Título: Il n'y a pas d'amour parfait
Autor: Francis Wolff
Sinopse: ’amour a inspiré les chants les plus déchirants, les meilleurs romans et les pires, des comédies irrésistibles, des tragédies bouleversantes. Il est possible d’y ajouter quelques considérations philosophiques. Des préliminaires, seulement. Non à l’amour (le philosophe n’a là-dessus aucune expertise), mais à son concept (c’est son domaine, dit-on). L’amour n’est ni l’amitié, ni le désir, ni la passion. C’est la fusion improbable de ces tendances opposées. Car les composantes de l’amour ne jouent pas collectif, tel est le drame, et la grandeur, de l’amour. C’est parce qu’il est de nature hétérogène, donc instable, qu’il est le moteur tout-puissant de tant d’histoires, grandioses ou banales, dans les littératures universelles et dans nos vies ordinaires.

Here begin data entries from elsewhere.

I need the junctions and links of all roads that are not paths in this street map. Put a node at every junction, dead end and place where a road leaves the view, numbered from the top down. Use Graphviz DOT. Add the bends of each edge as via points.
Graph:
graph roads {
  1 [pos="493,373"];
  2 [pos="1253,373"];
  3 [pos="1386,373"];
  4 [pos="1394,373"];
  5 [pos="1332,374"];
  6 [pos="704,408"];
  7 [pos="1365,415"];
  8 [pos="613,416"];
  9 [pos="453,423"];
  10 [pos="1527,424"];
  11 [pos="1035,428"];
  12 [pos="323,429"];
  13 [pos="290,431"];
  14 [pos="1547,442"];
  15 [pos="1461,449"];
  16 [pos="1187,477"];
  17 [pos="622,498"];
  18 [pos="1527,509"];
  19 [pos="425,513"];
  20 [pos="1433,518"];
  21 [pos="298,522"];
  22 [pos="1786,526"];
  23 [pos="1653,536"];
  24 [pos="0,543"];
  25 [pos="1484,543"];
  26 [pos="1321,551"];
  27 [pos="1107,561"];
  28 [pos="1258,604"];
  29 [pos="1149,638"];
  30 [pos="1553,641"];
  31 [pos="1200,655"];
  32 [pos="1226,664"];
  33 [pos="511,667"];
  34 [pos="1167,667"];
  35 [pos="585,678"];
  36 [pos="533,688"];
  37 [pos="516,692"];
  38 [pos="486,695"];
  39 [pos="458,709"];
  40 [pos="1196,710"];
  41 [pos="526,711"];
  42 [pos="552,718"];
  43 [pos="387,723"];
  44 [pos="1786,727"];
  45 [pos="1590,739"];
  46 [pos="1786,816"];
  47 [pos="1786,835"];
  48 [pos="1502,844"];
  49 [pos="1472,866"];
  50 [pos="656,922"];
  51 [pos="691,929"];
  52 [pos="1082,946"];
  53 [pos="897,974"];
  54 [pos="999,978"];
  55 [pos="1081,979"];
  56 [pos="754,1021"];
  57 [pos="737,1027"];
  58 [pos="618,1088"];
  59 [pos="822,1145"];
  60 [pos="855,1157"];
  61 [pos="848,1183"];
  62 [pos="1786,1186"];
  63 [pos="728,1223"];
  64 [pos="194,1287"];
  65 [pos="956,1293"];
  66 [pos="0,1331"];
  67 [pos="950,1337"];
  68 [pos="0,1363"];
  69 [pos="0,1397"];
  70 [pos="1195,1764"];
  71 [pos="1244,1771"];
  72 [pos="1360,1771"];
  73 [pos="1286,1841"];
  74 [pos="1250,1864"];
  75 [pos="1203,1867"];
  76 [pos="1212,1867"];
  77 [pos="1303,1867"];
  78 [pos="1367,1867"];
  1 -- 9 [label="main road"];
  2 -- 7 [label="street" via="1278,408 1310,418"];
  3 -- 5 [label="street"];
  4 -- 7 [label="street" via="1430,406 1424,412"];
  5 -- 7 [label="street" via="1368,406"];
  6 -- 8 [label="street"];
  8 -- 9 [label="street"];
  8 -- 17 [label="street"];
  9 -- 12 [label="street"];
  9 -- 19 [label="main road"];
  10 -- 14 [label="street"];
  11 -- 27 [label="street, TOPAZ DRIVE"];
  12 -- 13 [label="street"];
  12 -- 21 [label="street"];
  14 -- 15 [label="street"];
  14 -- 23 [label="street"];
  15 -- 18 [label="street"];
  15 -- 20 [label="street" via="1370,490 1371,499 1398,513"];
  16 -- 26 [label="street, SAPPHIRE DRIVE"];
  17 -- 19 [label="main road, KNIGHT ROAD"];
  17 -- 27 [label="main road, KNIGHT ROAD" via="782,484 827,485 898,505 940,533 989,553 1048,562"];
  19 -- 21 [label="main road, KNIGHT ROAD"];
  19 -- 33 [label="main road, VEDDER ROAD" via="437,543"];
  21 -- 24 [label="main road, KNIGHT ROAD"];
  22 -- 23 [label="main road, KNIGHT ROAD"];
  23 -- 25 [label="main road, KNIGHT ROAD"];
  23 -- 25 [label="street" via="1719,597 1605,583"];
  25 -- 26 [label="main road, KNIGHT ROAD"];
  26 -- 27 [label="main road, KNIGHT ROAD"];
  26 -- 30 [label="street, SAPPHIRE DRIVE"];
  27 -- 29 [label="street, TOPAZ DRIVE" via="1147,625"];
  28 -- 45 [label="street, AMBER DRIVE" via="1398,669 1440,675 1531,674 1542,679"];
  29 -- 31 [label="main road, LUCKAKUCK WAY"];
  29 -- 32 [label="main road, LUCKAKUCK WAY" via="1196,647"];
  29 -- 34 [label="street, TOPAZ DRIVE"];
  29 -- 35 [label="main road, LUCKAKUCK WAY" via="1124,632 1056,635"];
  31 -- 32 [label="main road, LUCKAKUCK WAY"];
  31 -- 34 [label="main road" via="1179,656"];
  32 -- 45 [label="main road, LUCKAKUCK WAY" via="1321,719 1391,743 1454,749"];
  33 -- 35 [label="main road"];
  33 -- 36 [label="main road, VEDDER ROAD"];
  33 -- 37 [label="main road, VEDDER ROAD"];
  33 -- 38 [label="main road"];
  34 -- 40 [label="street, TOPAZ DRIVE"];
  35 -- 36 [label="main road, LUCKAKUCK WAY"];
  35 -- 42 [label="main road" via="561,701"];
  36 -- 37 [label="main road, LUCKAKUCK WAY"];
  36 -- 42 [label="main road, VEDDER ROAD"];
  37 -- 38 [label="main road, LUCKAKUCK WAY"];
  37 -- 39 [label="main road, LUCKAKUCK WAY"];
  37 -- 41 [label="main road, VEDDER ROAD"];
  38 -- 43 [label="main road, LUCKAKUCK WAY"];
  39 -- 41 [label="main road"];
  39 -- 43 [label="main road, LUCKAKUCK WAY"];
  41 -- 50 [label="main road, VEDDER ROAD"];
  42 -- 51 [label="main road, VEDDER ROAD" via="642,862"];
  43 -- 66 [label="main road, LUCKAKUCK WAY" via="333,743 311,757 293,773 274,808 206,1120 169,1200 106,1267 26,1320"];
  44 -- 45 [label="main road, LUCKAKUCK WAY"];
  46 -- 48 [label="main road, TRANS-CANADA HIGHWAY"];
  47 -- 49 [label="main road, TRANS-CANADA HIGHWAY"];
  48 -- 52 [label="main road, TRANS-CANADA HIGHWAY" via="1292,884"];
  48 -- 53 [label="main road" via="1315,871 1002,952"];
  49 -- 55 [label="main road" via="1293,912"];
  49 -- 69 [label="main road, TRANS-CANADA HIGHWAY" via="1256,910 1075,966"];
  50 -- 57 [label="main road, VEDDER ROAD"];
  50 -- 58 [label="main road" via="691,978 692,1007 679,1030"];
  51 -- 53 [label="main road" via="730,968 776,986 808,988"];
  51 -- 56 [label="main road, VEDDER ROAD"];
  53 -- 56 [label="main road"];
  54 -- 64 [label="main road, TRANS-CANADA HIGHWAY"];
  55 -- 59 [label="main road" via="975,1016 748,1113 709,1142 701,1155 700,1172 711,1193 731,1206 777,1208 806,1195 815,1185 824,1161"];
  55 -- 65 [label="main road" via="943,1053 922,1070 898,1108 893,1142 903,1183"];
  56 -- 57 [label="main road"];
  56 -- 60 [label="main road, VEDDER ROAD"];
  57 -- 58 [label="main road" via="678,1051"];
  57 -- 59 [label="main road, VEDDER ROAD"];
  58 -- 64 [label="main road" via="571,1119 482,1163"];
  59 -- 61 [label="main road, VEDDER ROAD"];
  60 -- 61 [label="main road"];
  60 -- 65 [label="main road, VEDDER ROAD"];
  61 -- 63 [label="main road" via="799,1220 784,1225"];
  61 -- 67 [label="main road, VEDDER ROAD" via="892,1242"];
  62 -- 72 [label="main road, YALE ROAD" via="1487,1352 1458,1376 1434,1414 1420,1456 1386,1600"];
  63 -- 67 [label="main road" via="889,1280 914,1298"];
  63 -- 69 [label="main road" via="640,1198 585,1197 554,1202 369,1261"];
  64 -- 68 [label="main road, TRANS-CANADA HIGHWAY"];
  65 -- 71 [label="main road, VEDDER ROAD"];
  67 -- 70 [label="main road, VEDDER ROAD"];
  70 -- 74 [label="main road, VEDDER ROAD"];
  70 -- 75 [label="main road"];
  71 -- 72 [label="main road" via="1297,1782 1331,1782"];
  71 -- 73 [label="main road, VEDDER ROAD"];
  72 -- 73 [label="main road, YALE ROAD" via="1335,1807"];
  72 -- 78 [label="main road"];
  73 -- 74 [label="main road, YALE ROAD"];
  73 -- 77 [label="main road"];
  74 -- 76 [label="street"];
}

Francis Wolff est philosophe, professeur émérite au département de philosophie de l’École normale supérieure de la rue d’Ulm. Il est notamment l’auteur, chez Fayard, Pourquoi la musique ? (2015).
Contexto da obra
Quando a classificação é mais ampla, o contexto do livro costuma depender ainda mais de autoria, tema e edição. “Il n’y a pas d’amour parfait”, de Francis Wolff, publicado pela editora Fayard, em 2016 e com 72 páginas, integra a categoria Livros Variados. Por isso, autoria, edição e tema acabam tendo ainda mais peso na forma de apresentar o livro.
Editora: Fayard
Páginas: 72
Ano: 2016
Edição:
Linguagem: francês
ISBN: 2213701733
ISBN13: 9782213701738
Sobre a editora
Os livros da editora FAYARD costumam oferecer uma leitura que combina rigor histórico e análise cultural detalhada, frequentemente centrada em períodos como a Idade Média, o século XVIII e o mundo moderno. A experiência de leitura é marcada por narrativas que exploram relações de poder, identidades sociais e transformações culturais, com um tom que varia entre o ensaístico e o biográfico. O catálogo sugere uma preferência por obras que investigam contextos históricos amplos, como a colonização, a política europeia e as tradições religiosas, sempre com uma linguagem que privilegia a reflexão crítica e o aprofundamento temático.